* GIVEN RECORDS *
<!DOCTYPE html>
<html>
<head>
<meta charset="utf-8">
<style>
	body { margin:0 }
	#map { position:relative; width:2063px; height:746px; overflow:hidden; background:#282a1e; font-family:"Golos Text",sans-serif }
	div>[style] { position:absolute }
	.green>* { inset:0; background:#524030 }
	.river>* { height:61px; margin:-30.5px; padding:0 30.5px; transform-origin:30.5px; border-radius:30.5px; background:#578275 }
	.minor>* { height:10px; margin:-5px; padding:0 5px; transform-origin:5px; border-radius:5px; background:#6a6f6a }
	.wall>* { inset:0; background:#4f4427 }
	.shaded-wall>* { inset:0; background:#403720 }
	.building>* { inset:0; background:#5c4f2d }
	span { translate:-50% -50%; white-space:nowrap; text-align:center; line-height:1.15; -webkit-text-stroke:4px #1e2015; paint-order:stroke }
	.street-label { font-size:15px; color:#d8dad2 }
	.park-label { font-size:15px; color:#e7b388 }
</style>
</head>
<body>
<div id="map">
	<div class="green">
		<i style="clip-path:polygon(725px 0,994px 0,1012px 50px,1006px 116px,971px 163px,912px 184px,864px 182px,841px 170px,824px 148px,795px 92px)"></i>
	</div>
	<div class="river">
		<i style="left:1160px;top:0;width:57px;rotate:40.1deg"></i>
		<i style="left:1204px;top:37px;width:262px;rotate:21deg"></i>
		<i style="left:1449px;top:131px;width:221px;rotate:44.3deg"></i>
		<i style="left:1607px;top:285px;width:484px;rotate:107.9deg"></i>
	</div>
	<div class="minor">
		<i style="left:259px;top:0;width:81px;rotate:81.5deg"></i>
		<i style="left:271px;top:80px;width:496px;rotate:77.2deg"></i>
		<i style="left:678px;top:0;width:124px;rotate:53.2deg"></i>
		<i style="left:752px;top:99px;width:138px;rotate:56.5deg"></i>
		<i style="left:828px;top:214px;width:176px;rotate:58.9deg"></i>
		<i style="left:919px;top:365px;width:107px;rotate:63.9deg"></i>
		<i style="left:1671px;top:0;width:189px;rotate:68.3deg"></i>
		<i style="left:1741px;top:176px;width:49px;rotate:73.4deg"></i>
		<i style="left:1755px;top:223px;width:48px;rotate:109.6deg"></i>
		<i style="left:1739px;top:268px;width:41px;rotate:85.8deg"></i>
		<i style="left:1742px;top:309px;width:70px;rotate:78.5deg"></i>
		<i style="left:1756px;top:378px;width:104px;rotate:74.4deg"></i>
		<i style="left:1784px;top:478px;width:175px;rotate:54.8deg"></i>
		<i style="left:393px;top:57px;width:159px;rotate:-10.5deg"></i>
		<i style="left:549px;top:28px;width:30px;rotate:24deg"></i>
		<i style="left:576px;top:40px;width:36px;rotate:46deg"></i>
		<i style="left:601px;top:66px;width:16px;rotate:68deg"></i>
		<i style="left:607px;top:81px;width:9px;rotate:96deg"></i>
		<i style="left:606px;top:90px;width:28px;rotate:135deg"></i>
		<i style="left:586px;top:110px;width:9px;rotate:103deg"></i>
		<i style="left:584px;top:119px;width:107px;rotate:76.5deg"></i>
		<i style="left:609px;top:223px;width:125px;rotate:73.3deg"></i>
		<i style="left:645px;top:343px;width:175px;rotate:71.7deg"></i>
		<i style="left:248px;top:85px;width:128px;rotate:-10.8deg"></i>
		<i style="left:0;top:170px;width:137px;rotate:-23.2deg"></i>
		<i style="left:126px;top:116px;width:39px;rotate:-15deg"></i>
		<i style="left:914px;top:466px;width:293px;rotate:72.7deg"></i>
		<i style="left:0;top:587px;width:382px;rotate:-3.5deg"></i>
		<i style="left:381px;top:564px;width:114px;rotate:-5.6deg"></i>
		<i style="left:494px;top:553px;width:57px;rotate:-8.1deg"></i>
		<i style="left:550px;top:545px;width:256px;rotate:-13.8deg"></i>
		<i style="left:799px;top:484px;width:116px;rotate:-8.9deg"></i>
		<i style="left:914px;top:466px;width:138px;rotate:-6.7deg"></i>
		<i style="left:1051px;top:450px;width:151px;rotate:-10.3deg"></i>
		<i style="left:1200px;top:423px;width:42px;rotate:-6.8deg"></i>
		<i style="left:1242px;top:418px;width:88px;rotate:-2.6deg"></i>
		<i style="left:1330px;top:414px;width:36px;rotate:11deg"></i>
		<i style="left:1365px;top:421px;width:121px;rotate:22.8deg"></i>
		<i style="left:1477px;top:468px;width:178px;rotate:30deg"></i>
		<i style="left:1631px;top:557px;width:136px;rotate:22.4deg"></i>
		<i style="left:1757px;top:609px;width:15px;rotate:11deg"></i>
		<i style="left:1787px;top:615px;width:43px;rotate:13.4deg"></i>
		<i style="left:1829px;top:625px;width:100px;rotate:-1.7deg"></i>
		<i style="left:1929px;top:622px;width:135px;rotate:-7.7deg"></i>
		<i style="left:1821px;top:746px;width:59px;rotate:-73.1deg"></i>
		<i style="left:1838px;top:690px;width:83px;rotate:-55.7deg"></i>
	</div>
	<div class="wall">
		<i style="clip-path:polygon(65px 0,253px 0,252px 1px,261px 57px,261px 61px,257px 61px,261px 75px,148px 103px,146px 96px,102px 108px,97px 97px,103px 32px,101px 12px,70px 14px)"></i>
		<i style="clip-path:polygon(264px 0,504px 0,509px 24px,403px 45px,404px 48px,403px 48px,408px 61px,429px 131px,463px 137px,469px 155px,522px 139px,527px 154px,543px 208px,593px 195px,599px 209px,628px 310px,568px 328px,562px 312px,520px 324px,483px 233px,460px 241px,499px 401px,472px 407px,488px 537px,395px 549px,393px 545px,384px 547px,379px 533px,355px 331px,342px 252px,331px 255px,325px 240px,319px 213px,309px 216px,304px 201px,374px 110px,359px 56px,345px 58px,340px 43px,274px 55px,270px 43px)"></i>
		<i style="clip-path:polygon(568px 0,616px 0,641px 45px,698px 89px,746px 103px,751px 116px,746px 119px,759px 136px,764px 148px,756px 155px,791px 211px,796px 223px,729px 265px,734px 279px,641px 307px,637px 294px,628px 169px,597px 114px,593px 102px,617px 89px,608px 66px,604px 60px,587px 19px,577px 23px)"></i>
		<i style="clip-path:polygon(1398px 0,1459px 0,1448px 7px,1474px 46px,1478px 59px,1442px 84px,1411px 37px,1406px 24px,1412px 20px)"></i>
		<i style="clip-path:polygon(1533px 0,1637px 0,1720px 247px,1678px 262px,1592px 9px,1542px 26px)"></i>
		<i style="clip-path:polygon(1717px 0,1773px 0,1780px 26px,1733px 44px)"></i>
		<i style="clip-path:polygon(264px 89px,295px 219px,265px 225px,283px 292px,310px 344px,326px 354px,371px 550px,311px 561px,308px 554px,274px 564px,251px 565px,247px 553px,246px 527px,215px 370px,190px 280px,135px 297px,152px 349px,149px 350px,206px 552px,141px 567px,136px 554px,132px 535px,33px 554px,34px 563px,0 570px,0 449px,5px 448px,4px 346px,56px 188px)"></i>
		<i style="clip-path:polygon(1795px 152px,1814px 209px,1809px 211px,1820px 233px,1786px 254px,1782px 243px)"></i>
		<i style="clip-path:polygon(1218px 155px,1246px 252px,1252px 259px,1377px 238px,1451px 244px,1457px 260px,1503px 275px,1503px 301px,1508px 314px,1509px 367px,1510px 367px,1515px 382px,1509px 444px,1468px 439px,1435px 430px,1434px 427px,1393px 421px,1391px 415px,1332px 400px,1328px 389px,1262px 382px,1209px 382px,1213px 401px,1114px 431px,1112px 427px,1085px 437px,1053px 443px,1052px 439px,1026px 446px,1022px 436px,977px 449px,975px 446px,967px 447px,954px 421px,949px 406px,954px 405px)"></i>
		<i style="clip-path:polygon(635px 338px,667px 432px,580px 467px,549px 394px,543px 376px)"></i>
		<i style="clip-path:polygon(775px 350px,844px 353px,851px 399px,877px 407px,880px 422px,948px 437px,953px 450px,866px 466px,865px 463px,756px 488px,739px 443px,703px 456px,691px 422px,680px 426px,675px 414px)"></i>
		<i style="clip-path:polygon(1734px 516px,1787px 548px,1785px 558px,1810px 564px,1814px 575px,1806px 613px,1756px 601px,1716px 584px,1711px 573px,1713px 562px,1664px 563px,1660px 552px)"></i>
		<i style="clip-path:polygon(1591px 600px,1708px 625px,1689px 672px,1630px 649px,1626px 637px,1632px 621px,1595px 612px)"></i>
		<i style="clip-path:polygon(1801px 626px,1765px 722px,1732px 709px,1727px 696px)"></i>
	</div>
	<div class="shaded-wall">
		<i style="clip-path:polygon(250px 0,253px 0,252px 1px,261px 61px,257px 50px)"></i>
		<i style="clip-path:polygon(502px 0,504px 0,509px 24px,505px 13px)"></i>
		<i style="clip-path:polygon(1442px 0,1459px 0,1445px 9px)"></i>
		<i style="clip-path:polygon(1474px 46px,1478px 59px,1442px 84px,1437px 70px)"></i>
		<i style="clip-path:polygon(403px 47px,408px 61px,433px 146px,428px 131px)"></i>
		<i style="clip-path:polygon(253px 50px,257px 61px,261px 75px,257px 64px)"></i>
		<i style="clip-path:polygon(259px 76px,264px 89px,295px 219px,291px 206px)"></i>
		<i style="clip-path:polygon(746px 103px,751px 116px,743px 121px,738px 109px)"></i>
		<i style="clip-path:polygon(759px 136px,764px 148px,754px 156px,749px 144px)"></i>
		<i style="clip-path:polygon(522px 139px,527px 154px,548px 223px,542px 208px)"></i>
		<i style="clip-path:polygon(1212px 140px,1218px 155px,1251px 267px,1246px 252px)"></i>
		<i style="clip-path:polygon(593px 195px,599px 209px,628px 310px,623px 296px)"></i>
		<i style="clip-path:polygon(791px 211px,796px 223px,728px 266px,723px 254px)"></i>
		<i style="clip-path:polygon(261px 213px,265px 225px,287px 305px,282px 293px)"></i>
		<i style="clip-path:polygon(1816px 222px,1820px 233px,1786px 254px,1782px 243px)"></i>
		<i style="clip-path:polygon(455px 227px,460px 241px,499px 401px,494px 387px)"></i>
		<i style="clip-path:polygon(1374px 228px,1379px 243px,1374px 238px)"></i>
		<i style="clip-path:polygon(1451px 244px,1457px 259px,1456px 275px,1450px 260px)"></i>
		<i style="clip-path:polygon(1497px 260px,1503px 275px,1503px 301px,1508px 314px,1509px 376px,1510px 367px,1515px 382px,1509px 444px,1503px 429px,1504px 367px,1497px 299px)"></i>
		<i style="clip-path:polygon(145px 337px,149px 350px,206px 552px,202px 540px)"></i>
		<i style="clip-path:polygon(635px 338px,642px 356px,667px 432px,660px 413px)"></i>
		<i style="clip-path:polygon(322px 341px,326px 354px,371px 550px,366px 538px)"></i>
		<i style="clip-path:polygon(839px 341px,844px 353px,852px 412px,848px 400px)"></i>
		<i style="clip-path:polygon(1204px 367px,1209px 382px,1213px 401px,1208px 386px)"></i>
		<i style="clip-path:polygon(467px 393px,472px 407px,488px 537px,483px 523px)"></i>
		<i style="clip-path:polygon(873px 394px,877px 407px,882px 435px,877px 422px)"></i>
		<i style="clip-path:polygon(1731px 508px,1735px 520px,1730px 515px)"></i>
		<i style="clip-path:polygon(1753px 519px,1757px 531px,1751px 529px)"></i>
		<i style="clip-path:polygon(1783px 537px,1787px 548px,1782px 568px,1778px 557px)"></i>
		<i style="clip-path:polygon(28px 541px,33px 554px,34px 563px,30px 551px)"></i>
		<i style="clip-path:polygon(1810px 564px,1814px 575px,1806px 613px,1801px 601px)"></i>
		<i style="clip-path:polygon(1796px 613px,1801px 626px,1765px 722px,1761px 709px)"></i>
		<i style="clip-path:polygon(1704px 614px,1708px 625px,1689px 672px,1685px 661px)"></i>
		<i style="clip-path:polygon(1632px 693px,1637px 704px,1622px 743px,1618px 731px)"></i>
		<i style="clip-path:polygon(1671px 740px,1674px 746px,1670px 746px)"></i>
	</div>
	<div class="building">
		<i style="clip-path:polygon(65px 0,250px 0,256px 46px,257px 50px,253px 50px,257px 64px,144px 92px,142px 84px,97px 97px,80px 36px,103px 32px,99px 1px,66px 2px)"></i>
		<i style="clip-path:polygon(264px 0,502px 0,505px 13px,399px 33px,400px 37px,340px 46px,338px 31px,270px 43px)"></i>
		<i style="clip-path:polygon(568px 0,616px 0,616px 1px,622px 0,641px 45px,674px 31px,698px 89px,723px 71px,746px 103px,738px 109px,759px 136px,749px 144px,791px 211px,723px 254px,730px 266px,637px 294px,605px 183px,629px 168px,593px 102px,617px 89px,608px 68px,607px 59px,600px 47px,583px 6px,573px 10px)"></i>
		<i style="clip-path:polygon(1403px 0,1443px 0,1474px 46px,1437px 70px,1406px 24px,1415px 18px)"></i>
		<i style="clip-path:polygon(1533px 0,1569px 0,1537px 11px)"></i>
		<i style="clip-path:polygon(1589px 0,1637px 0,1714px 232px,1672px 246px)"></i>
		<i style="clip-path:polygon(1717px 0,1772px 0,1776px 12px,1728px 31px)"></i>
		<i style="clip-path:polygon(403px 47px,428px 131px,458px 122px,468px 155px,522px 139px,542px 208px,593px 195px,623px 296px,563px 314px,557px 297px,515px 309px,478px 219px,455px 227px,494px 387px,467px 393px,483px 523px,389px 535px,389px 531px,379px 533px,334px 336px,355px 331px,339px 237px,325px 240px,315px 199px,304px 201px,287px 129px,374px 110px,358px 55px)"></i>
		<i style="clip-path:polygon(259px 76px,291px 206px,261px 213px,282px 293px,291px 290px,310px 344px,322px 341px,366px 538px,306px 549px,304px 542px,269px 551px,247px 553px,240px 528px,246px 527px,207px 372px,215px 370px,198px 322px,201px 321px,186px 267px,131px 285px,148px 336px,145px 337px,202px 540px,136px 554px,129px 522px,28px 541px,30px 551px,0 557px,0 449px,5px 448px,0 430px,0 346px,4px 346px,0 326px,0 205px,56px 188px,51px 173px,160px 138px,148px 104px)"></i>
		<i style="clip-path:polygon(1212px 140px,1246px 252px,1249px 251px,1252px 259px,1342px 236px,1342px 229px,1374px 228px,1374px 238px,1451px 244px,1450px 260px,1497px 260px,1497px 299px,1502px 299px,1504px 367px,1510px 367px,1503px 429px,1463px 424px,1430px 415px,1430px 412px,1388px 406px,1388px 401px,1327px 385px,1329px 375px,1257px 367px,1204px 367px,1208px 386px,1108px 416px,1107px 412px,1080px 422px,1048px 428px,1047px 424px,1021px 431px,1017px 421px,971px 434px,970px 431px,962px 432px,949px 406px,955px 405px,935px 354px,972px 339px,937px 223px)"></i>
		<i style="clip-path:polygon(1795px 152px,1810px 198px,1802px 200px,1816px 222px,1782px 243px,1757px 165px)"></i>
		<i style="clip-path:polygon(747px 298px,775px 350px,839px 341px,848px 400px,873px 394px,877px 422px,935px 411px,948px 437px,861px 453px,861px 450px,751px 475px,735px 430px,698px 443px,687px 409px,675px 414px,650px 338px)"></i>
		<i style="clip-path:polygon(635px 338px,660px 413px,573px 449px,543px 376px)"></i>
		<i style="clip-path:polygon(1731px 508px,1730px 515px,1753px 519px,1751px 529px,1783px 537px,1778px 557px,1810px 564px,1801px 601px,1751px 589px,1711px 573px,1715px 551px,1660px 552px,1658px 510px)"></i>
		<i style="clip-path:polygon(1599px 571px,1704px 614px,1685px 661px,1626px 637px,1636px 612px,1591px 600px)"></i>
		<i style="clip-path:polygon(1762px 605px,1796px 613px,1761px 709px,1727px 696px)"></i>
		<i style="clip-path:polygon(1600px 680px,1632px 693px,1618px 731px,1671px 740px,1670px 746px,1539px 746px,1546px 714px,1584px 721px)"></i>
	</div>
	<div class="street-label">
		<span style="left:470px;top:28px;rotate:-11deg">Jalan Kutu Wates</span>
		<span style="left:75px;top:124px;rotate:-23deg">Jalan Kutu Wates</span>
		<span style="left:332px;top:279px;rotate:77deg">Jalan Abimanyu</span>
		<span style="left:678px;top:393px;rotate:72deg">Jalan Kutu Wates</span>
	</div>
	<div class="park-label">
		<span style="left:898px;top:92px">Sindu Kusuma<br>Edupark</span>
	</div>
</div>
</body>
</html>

* WHAT TO PRODUCE *
Scan the records above for the lines holding "height:61px; margin:-30.5px; padding:0" and "translate:-50% -50%; white-space:nowrap;". Transcribe those two and every line between them word for word, and no others.

* ANSWER BOX *
	.river>* { height:61px; margin:-30.5px; padding:0 30.5px; transform-origin:30.5px; border-radius:30.5px; background:#578275 }
	.minor>* { height:10px; margin:-5px; padding:0 5px; transform-origin:5px; border-radius:5px; background:#6a6f6a }
	.wall>* { inset:0; background:#4f4427 }
	.shaded-wall>* { inset:0; background:#403720 }
	.building>* { inset:0; background:#5c4f2d }
	span { translate:-50% -50%; white-space:nowrap; text-align:center; line-height:1.15; -webkit-text-stroke:4px #1e2015; paint-order:stroke }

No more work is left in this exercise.